**Task prompt**
Lines with the word "that": copy all of them from the entries below.

**Supplied data**
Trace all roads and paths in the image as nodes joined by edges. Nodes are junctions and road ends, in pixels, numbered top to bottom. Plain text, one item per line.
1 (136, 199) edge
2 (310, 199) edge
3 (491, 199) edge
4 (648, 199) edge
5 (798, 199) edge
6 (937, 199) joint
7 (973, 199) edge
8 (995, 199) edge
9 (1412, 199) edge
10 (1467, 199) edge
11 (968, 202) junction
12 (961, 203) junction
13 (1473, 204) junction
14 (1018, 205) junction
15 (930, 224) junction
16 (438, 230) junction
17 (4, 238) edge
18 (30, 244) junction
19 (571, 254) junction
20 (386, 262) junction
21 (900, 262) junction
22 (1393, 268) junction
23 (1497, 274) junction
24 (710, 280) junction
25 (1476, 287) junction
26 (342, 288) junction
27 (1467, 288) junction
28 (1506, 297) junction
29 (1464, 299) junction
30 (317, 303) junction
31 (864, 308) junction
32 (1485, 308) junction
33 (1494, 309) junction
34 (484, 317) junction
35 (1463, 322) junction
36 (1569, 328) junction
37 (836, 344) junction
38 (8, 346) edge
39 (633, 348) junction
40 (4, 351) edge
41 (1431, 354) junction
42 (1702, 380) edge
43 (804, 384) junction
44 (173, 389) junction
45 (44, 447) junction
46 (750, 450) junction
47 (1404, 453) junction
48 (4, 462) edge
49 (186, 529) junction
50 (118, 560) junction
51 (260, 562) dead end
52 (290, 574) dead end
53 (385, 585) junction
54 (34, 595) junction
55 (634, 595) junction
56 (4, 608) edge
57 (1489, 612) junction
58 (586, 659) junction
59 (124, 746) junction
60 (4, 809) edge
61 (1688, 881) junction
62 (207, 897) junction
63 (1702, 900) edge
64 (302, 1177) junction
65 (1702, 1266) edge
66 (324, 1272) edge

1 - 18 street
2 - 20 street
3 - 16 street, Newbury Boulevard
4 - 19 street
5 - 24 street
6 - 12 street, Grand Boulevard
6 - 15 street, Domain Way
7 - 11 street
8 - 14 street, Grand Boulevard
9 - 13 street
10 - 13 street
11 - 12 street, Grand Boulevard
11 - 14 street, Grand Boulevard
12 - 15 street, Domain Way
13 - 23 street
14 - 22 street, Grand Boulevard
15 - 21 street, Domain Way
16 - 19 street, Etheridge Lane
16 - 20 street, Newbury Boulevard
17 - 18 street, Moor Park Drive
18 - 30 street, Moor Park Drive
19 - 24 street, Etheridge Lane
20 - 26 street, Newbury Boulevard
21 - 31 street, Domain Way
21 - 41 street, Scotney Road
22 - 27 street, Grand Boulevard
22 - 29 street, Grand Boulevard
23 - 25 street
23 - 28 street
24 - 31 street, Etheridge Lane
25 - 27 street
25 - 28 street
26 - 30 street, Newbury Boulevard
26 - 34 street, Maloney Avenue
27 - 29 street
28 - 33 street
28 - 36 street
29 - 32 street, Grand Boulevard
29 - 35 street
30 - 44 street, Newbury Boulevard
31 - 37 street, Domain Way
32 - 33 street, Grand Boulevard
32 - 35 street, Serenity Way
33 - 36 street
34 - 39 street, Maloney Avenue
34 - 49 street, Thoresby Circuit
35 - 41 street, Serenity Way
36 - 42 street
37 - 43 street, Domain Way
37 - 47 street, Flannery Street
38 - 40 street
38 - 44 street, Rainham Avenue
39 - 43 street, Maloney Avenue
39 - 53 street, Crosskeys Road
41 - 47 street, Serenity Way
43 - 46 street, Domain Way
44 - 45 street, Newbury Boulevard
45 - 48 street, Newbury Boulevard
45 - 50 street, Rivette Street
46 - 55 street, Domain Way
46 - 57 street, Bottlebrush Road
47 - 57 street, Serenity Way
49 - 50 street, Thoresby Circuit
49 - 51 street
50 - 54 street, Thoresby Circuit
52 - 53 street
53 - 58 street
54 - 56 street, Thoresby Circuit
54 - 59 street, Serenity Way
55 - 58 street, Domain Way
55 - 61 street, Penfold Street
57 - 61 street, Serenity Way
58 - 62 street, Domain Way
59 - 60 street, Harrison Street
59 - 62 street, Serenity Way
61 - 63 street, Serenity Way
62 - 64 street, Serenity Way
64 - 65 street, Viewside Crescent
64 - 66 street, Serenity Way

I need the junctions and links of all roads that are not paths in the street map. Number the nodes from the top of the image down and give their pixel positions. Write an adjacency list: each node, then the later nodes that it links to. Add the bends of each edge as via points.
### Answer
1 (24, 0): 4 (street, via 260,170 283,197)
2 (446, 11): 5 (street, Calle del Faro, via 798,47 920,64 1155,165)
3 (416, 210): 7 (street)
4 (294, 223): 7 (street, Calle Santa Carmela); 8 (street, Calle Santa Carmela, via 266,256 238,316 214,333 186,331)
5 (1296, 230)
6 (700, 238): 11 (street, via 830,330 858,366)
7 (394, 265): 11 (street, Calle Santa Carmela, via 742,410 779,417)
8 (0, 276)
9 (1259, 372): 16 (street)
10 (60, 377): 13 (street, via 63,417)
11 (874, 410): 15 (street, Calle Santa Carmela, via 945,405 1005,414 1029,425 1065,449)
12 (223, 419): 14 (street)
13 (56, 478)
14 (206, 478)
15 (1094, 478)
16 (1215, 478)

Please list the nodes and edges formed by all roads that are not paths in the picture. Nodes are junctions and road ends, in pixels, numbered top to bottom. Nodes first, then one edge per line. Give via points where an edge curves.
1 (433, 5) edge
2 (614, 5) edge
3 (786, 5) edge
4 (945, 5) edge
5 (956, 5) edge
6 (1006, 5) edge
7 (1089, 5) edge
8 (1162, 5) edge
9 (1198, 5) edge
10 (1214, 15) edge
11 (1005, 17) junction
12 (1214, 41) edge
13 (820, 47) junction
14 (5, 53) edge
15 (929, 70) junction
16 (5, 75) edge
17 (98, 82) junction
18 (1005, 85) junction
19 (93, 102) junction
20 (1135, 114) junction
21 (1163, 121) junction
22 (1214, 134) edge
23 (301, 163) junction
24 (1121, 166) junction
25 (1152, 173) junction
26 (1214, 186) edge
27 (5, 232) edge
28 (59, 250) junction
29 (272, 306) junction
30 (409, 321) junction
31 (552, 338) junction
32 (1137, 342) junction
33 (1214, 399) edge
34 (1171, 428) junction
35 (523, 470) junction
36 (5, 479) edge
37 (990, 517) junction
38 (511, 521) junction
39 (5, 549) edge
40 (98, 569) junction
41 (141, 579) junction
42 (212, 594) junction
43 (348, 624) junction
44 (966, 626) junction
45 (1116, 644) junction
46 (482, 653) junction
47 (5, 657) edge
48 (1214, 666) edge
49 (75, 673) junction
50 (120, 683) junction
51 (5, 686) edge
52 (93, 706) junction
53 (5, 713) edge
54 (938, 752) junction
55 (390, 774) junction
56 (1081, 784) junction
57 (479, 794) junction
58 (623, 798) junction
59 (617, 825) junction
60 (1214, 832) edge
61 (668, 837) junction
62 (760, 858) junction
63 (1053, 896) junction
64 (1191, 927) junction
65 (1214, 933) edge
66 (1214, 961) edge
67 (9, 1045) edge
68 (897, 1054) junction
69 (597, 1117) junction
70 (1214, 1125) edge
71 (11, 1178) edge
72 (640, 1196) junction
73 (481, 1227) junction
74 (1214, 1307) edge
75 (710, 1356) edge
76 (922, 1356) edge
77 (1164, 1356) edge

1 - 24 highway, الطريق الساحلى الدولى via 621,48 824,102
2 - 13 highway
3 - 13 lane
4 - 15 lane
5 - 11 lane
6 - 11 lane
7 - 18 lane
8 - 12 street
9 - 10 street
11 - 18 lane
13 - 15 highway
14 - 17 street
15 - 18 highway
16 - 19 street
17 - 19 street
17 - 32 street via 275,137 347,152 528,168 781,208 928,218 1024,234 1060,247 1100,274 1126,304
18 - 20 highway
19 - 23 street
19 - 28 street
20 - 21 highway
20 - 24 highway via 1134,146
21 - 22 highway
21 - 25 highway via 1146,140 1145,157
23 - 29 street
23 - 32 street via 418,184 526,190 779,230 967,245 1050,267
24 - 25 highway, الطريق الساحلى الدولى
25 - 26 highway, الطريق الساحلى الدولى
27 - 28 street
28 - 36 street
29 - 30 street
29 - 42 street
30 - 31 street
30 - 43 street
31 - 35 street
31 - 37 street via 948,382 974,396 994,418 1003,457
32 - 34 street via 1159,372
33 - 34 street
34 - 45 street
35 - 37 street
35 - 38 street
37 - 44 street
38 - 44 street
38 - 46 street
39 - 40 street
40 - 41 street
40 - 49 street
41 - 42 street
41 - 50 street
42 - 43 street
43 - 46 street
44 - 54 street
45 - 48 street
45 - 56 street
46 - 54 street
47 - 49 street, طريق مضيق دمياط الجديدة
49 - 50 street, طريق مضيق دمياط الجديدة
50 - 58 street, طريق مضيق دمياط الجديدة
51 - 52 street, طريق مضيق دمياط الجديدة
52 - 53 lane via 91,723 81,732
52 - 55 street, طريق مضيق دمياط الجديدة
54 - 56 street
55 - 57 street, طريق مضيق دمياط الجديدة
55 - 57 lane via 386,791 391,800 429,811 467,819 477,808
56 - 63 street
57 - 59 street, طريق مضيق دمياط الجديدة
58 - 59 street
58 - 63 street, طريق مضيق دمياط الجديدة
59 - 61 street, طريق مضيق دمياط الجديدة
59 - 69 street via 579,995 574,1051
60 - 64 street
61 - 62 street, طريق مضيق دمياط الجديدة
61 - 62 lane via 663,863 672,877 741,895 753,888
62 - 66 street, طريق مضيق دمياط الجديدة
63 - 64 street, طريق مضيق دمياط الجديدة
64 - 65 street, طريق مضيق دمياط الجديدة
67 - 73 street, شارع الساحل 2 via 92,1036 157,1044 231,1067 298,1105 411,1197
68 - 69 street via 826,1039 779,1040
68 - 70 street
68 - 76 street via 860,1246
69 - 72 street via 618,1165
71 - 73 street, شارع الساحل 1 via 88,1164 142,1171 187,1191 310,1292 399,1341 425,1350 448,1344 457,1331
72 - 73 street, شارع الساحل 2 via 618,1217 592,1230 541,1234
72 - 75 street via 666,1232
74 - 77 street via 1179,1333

**Result of the exercise**
I need the junctions and links of all roads that are not paths in the street map. Number the nodes from the top of the image down and give their pixel positions. Write an adjacency list: each node, then the later nodes that it links to. Add the bends of each edge as via points.
Please list the nodes and edges formed by all roads that are not paths in the picture. Nodes are junctions and road ends, in pixels, numbered top to bottom. Nodes first, then one edge per line. Give via points where an edge curves.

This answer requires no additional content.